:: DATA RECORDS ::
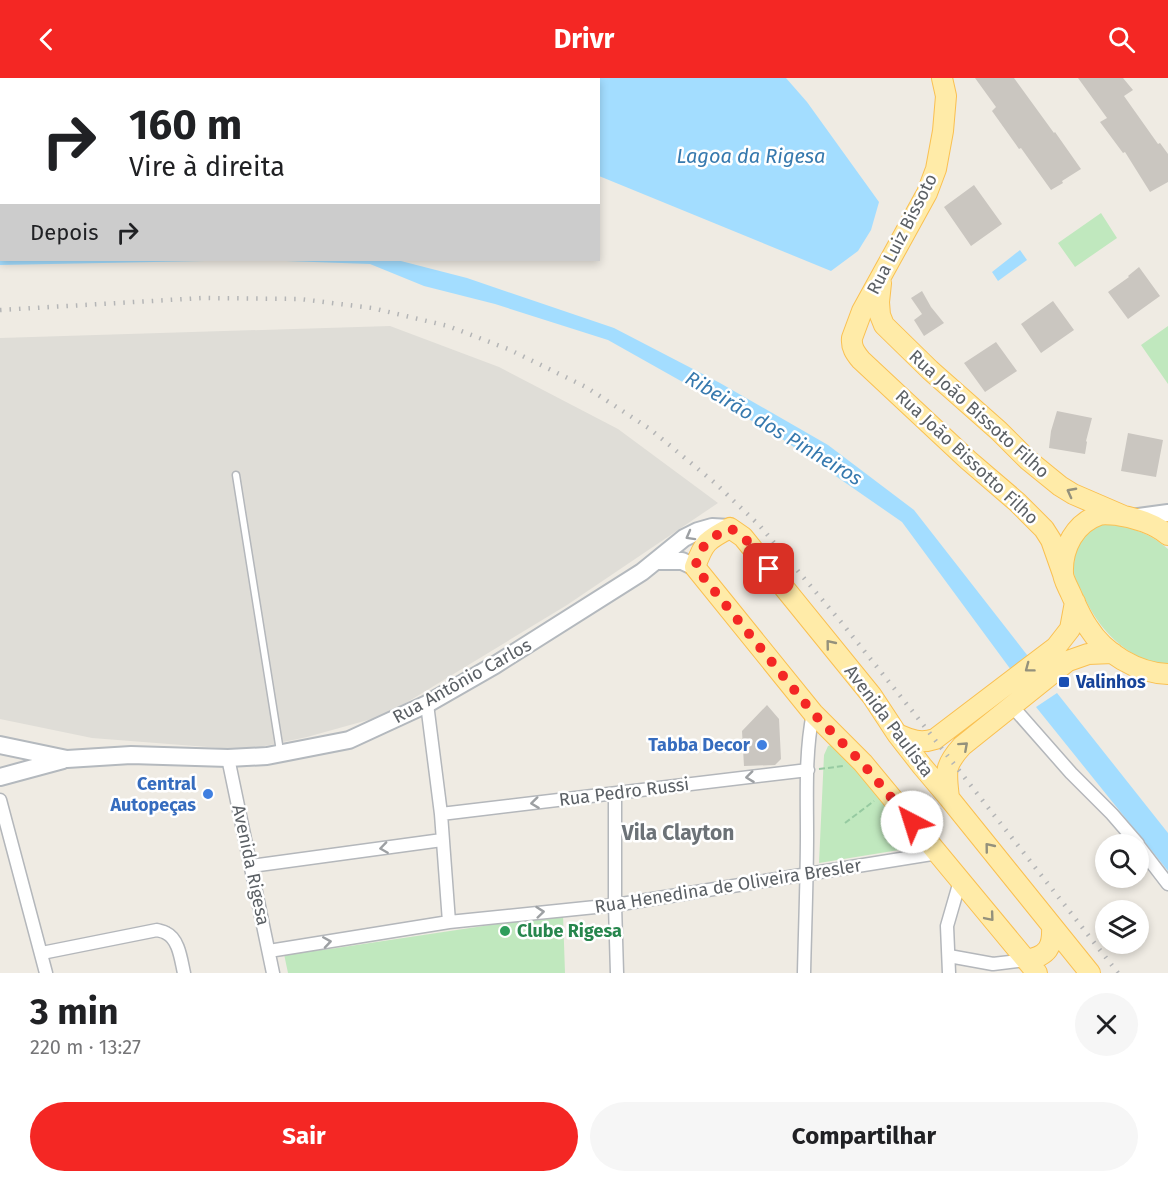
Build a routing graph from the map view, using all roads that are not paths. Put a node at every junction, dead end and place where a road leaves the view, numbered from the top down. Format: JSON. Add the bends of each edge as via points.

...

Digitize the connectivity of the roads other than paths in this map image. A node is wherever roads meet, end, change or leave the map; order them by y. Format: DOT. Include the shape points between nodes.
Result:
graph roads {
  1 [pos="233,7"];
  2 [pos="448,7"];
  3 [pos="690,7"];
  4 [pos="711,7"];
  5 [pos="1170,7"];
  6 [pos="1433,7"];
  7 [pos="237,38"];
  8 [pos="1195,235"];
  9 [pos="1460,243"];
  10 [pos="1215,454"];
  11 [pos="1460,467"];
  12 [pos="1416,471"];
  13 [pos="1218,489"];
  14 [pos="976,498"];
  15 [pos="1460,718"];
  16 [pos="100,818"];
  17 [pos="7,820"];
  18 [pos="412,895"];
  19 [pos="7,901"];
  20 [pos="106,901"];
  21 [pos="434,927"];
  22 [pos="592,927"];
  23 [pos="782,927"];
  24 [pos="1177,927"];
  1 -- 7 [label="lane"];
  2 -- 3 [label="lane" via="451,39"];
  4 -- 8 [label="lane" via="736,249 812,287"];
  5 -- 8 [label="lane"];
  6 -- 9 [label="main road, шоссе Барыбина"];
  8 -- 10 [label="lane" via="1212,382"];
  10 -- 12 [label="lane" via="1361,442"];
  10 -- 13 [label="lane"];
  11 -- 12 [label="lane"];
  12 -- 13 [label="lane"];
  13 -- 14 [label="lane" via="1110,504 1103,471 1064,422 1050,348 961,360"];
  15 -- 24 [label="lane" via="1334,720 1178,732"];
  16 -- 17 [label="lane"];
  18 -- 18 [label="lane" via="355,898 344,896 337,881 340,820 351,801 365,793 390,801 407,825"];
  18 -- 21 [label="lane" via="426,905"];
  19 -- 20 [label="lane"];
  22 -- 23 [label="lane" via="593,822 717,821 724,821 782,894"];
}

--

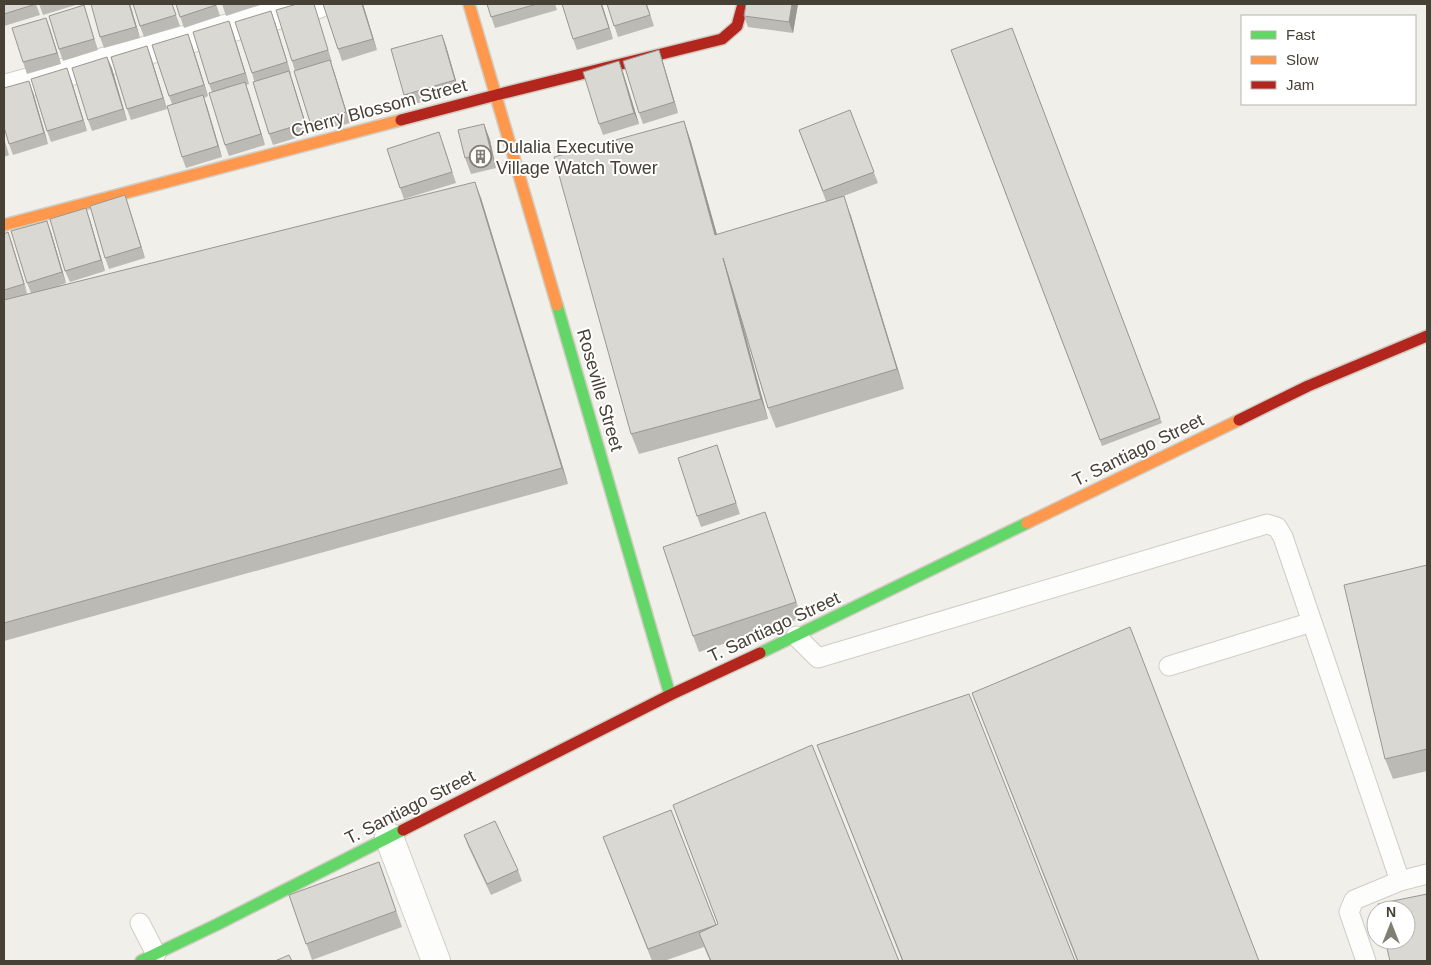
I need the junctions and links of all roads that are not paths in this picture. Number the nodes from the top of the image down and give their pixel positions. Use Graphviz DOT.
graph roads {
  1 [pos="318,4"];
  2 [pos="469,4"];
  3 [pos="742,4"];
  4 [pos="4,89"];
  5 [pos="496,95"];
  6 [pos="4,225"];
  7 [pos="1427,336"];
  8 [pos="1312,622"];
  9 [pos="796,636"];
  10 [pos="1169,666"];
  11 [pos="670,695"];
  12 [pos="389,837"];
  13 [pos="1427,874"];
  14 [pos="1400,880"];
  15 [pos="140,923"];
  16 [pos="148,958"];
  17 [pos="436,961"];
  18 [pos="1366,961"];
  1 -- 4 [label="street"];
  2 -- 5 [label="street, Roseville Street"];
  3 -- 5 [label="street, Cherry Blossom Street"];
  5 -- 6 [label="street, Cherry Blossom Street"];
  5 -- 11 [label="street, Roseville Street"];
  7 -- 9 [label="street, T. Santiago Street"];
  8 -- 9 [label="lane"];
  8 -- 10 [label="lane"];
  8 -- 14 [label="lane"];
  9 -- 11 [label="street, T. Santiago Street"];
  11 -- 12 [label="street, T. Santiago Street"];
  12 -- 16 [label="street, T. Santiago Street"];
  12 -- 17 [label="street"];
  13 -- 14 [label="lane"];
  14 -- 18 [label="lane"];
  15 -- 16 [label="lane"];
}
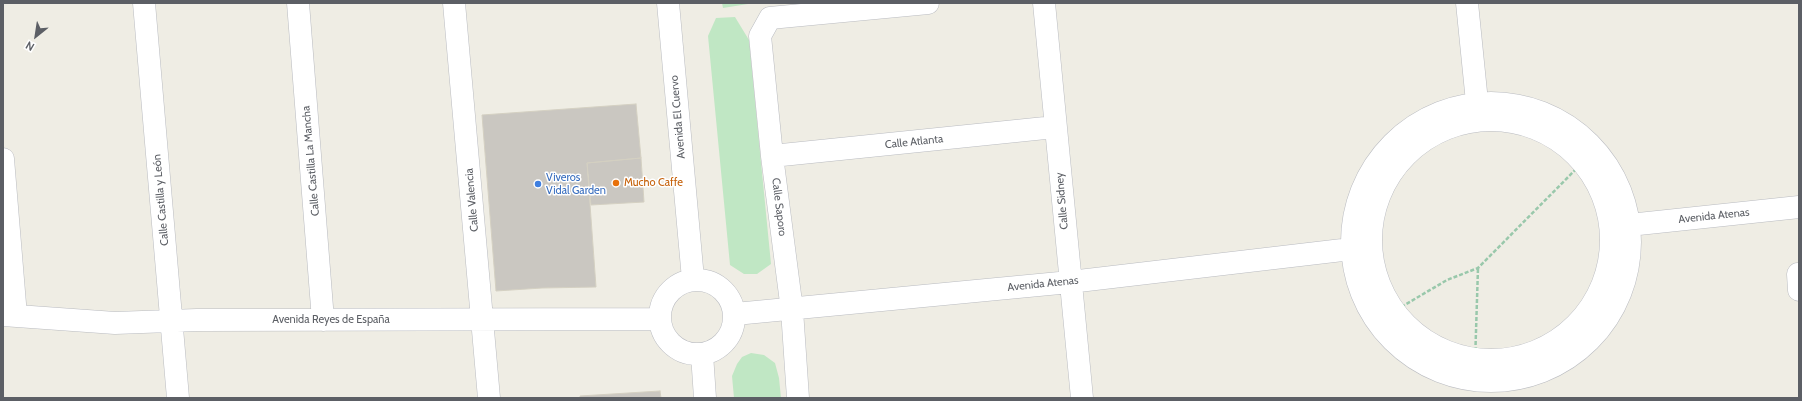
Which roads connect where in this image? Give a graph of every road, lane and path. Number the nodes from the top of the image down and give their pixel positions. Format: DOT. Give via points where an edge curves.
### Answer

:: TASK DIRECTIONS ::
Filter the entries down to the lines that hold "Format". Copy those lines.

:: SOLVED EXERCISE ::
Build a routing graph from the map view, using all roads that are not paths. Put a node at every junction, dead end and place where a road leaves the view, numbered from the top down. Format: JSON. Add the bends of each edge as via points.
Digitize the connectivity of the roads other than paths in this map image. A node is wherever roads meet, end, change or leave the map; order them by y. Format: DOT. Include the shape points between nodes.
Which roads connect where in this image? Give a graph of every road, lane and path. Number the nodes from the top of the image down and give their pixel positions. Format: DOT. Give via points where an edge curves.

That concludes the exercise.